• **Saved entries**:
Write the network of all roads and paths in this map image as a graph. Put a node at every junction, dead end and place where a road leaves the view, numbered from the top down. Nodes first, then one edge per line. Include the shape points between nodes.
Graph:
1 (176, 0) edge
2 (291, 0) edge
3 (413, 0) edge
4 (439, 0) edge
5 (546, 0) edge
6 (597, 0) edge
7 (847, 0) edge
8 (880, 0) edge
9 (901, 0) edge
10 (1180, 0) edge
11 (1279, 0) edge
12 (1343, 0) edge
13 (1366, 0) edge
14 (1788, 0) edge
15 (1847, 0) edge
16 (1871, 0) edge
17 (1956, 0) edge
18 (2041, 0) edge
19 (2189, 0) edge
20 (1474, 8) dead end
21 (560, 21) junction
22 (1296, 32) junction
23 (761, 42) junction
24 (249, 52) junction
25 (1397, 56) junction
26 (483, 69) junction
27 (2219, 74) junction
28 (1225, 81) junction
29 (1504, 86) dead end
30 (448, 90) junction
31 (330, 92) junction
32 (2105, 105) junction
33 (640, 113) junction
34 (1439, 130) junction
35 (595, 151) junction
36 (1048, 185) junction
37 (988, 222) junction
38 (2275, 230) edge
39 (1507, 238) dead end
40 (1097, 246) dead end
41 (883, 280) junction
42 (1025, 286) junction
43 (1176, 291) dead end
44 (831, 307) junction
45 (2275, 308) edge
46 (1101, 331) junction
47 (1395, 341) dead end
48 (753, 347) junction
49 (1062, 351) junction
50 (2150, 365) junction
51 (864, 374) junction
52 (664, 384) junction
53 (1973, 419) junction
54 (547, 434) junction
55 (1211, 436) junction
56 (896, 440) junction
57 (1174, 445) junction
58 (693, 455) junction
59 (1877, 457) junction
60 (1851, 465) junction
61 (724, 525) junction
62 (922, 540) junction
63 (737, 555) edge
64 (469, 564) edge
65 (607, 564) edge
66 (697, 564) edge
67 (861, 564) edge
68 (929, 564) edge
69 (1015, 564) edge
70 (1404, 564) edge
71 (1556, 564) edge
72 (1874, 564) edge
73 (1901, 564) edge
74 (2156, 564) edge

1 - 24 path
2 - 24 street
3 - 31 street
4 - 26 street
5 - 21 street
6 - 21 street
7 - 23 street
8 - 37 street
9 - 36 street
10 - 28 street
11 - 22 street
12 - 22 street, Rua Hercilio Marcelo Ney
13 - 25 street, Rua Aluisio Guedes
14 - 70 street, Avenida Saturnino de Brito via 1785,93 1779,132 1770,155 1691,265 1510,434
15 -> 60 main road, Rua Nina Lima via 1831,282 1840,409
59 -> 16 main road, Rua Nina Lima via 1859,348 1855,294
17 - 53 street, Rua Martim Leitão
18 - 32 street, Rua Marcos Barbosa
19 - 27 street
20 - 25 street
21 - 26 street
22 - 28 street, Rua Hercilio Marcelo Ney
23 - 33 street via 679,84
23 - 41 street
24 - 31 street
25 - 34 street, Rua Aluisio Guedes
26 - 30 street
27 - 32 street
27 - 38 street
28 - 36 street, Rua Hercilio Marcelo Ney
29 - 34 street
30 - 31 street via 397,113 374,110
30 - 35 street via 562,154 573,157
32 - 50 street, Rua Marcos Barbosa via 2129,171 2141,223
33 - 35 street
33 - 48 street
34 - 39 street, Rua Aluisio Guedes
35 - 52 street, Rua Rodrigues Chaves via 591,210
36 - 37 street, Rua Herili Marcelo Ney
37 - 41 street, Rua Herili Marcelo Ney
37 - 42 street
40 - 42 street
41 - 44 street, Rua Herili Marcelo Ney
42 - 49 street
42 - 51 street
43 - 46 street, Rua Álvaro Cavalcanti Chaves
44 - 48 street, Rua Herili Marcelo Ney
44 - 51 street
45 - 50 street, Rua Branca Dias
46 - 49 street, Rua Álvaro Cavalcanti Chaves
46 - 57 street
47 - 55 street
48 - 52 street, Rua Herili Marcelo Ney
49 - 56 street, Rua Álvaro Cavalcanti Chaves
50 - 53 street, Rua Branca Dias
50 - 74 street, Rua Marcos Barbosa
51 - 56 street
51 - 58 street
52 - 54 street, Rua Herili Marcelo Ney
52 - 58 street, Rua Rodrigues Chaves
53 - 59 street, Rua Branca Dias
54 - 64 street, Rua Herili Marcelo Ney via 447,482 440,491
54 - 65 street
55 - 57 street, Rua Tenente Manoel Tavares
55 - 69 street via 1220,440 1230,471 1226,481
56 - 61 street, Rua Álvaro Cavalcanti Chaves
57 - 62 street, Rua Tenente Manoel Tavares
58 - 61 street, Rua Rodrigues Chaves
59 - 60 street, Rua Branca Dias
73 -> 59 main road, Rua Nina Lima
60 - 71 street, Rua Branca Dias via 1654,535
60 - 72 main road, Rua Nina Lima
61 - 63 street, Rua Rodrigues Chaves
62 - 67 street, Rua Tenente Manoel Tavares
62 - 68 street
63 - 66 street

• **Exercise requirements**:
Gather every line from the entries above where the word "Tavares" appears, and copy them.

• **Exercise response**:
55 - 57 street, Rua Tenente Manoel Tavares
57 - 62 street, Rua Tenente Manoel Tavares
62 - 67 street, Rua Tenente Manoel Tavares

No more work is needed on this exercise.